The Saida returned to Fiume at the end of a year without having been able to accomplish anything beyond confirming the report of Don Mensilla. And in response to the pope’s letter many reports came back, but none of them resulted in the finding of John Orth.
Shortly after the return of the Saida the Austrian heirs of John Orth moved for the payment of his insurance, and the Hamburg Marine Insurance Company, after going through the formality of a court proceeding, paid the claim. In 1896 a demand was made on two banks, one in Freiburg and the other in St. Gallen, Switzerland, for moneys deposited with them by the archduke after his departure from Austria in 1889. One of these banks raised the question of the death proof, claiming that thirty years must elapse in the case of an unproved death. The courts decided against the bank, thereby tacitly confirming the contention that the end of the archduke had been sufficiently demonstrated. About two million crowns were accordingly paid over to the Austrian custodians.
In 1909 the court marshal in Vienna was asked to hand over the property of John Orth to his nephew and heir, and this high authority then declared that the missing archduke had been dead since the hurricane of August 3-5, 1890. He, however, asked the supreme court of Austria to pass finally upon the matter, and a decision was handed down on May 9, 1911, in which the archduke was declared dead as of July 21, 1890, the day on which the heavy storms about the Patagonian coasts began. His property was ordered distributed, and his goods and chattels were sold. The books, instruments, art collection and furniture, which had long been preserved in the various villas and castles of the absent prince, were accordingly sold at auction in Berlin, during the months of October and November, 1912.
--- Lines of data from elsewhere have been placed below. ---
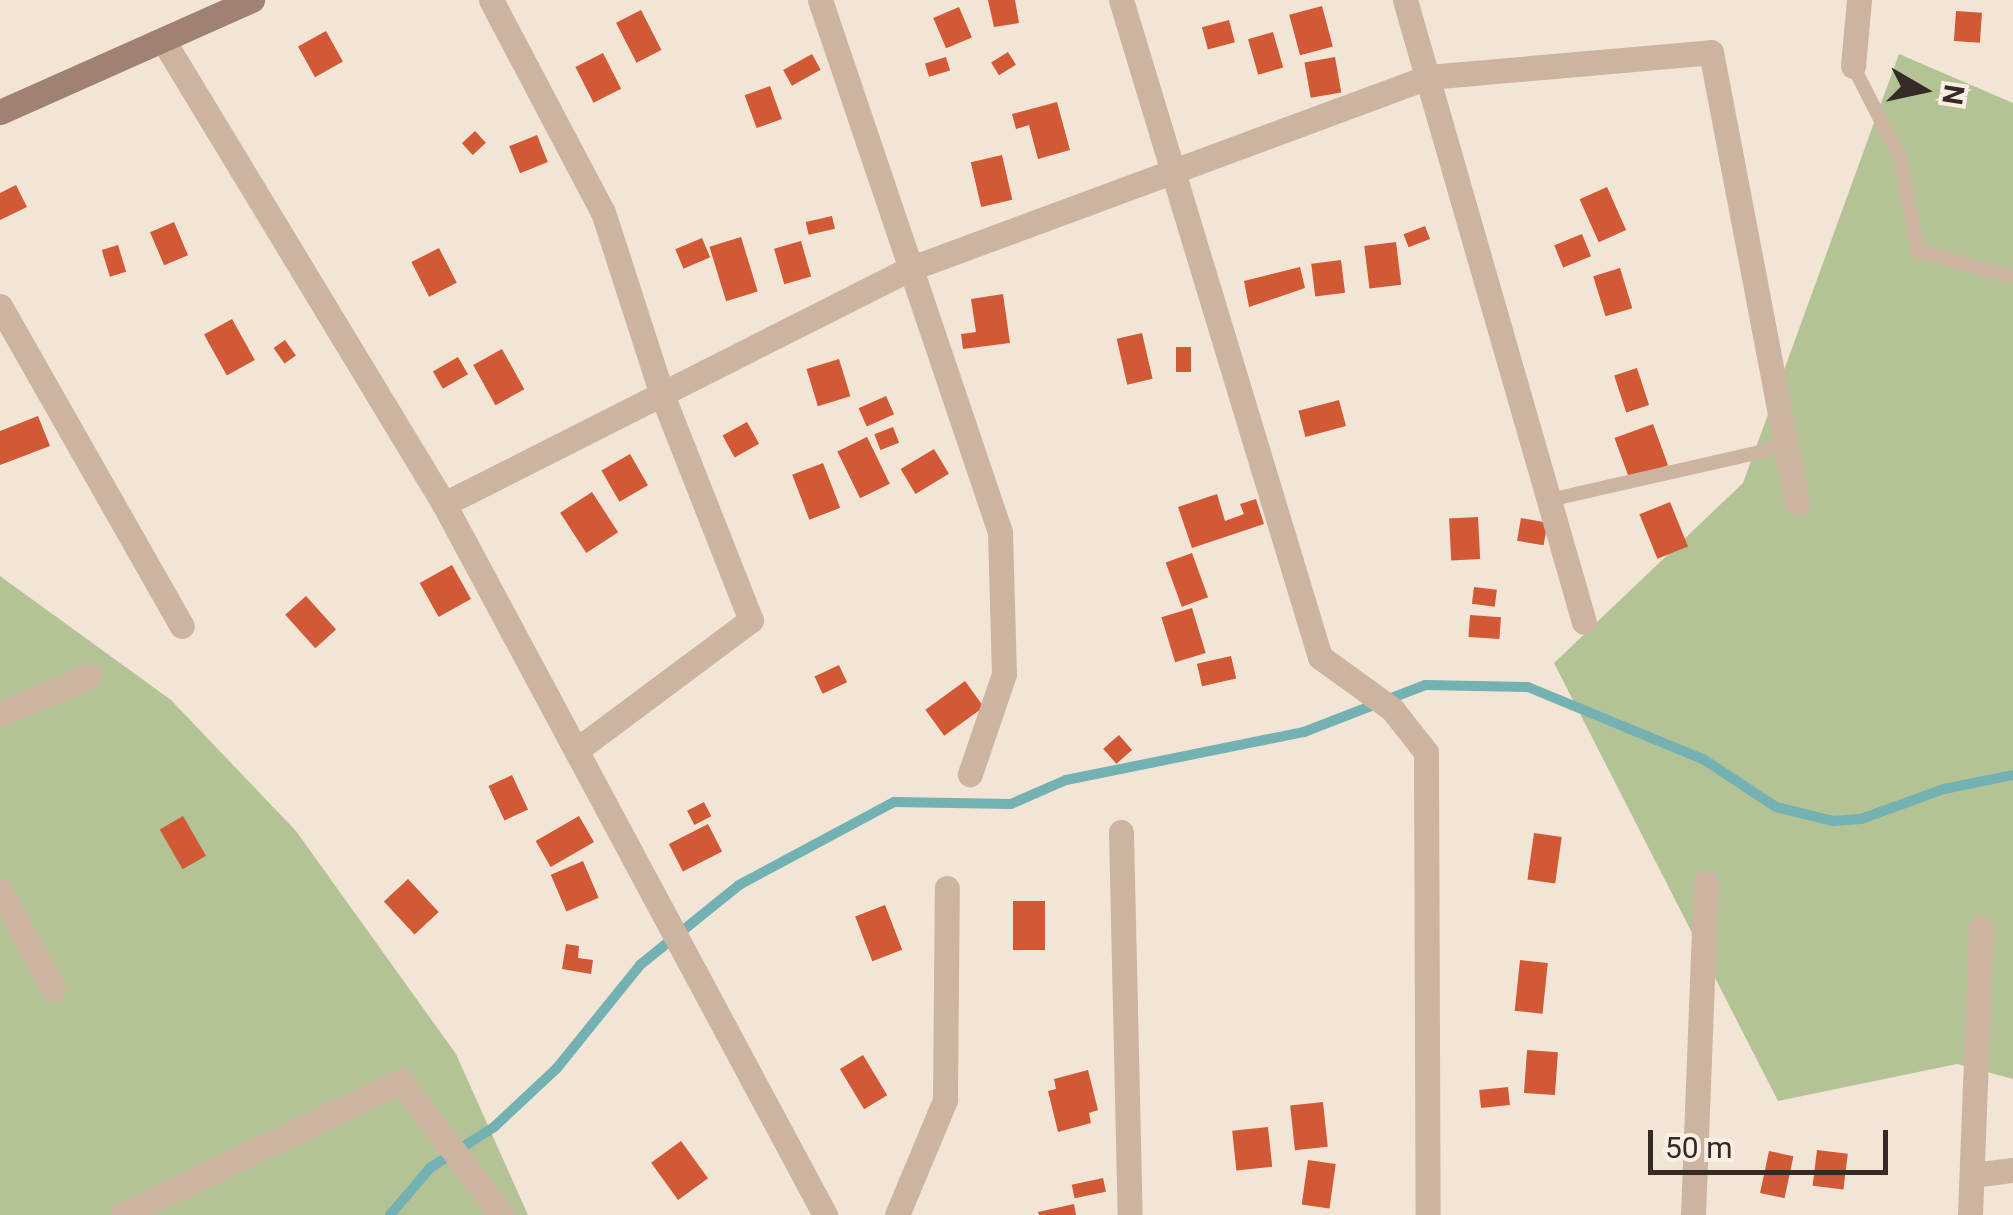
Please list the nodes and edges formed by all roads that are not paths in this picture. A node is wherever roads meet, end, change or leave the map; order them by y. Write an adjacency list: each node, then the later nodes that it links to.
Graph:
1 (252, 0): 7 (street)
2 (490, 0): 15 (street)
3 (820, 0): 12 (street)
4 (1121, 0): 11 (street)
5 (1405, 0): 9 (street)
6 (1859, 0): 8 (street)
7 (163, 40): 10 (street); 18 (street)
8 (1854, 66): 13 (lane)
9 (1428, 77): 11 (street); 16 (street); 17 (street)
10 (0, 112)
11 (1172, 172): 12 (street); 40 (street)
12 (908, 269): 15 (street); 25 (street)
13 (2013, 276)
14 (0, 306): 21 (street)
15 (661, 392): 18 (street); 24 (street)
16 (1786, 446): 17 (lane); 19 (street)
17 (1549, 500): 20 (street)
18 (444, 504): 24 (street)
19 (1797, 504)
20 (1584, 622)
21 (182, 626)
22 (89, 676): 23 (street)
23 (0, 714)
24 (579, 748): 37 (street)
25 (970, 774)
26 (1121, 832): 39 (street)
27 (1706, 882): 41 (street)
28 (947, 888): 38 (street)
29 (0, 890): 31 (street)
30 (1981, 928): 33 (street)
31 (53, 989)
32 (2013, 1170): 33 (street)
33 (1972, 1175): 42 (street)
34 (153, 1208): 35 (street); 36 (street)
35 (122, 1215)
36 (502, 1215)
37 (825, 1215)
38 (898, 1215)
39 (1130, 1215)
40 (1428, 1215)
41 (1694, 1215)
42 (1970, 1215)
In spite of the great care that was taken to discover the facts in this case, and in the face of the various official reports and court decisions, a great romantic tradition grew up about John Orth and his mysterious destiny. The episodes of his demotion, his marriage, his abandonment of rank, and his exile had undoubtedly much to do with the birth of the legend. Be that as it may, the world has for more than thirty years been feasted with rumors of the survival of John Orth and his actress wife. In the course of the Russo-Japanese war the story was widely printed that Marshal Yamagato was in reality the missing archduke. The story was credited by many, but there proved to be no foundation for it beyond the fact that the Japanese were using their heavy artillery in a manner originally suggested by the archduke in that old monograph which had got him disciplined.
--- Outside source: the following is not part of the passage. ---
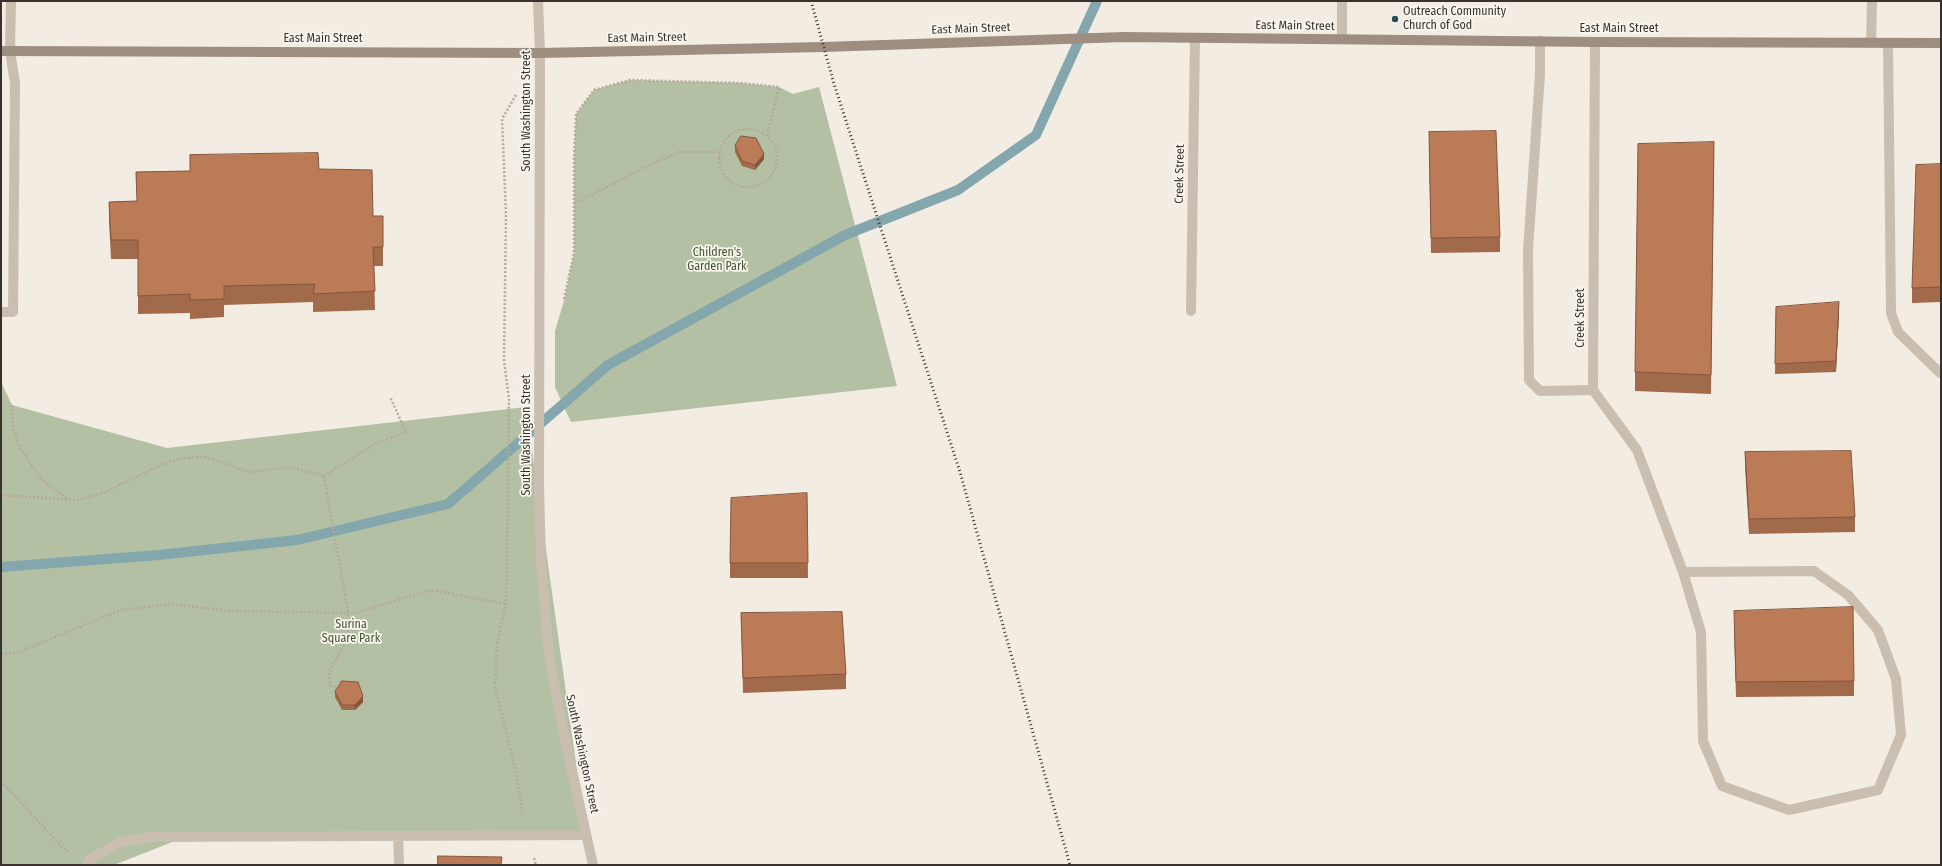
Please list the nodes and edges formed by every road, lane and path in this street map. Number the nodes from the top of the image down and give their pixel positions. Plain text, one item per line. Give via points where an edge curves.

Ex-Senator Eugenio Garzon of Uruguay is the chief authority for one of the most plausible and insistent of all the John Orth stories. According to this politician and man of letters, there was present at Concordia, in the province of Entre Rios, Argentine Republic, in the years 1899 to 1900 and again from 1903 to 1905, a distinguished looking stranger of military habit and bearing, who had few friends, received few visits, always spoke Italian with a Señor Hirsch, an Austrian merchant of Buenos Aires, and generally conducted himself in a secretive and suggestive manner. Señor Hirsch treated the stranger with marked respect and deference.
Senator Garzon presents the corroborative opinion of the Jefe de Policia of Concordia, an official who firmly believed the man of mystery to be John Orth. On the other hand, Señor Nino de Villa Rey, the closest friend and sometime host of the supposed imperial castaway, denied the identity of his intimate and scoffed at the whole tale. At the same time, say Garzon and the chief of police, Señor de Villa Rey tried to conceal the presence of the man, and it was the activity of the police authorities, executing the law authorizing them to investigate and keep records of the identity of all strangers, that frightened the “archduke” away. He went to Paraguay and worked in a sawmill belonging to Villa Rey. Shortly before the outbreak of the Russo-Japanese war he left for Japan.
This is evidently the basis of the Yamagato confusion. Senator Garzon’s book is full of doubtful corroboration and too subtle reasoning, but it is rewarding and entertaining for those who like romance and read Spanish.[5]
[5] See Bibliography.
The missing John Orth has likewise been reported alive from many other unlikely parts of the world and under the most incredible circumstances. Austrian, German, British, French, and American newspapers have been full of such stories every few years. The much sought man has been “found” mining in Canada, running a pearl fishery in the Paumotus, working in a factory in Ohio, fighting with the Boers in South Africa, prospecting in Rhodesia, running a grocery store in Texas—what not and where not?
One of the most recent apparitions of John Orth happened in New York. On the last day of March, 1924, a death certificate was filed with the Department of Health formally attesting that Archduke Johann Salvator of Austria, the missing archduke, had died early that morning of heart disease in Columbus Hospital, one of the smaller semi-public institutions. Doctor John Grimley, chief surgeon of the hospital, signed the certificate and said he had been convinced of the man’s identity by his “inside knowledge of European diplomacy.”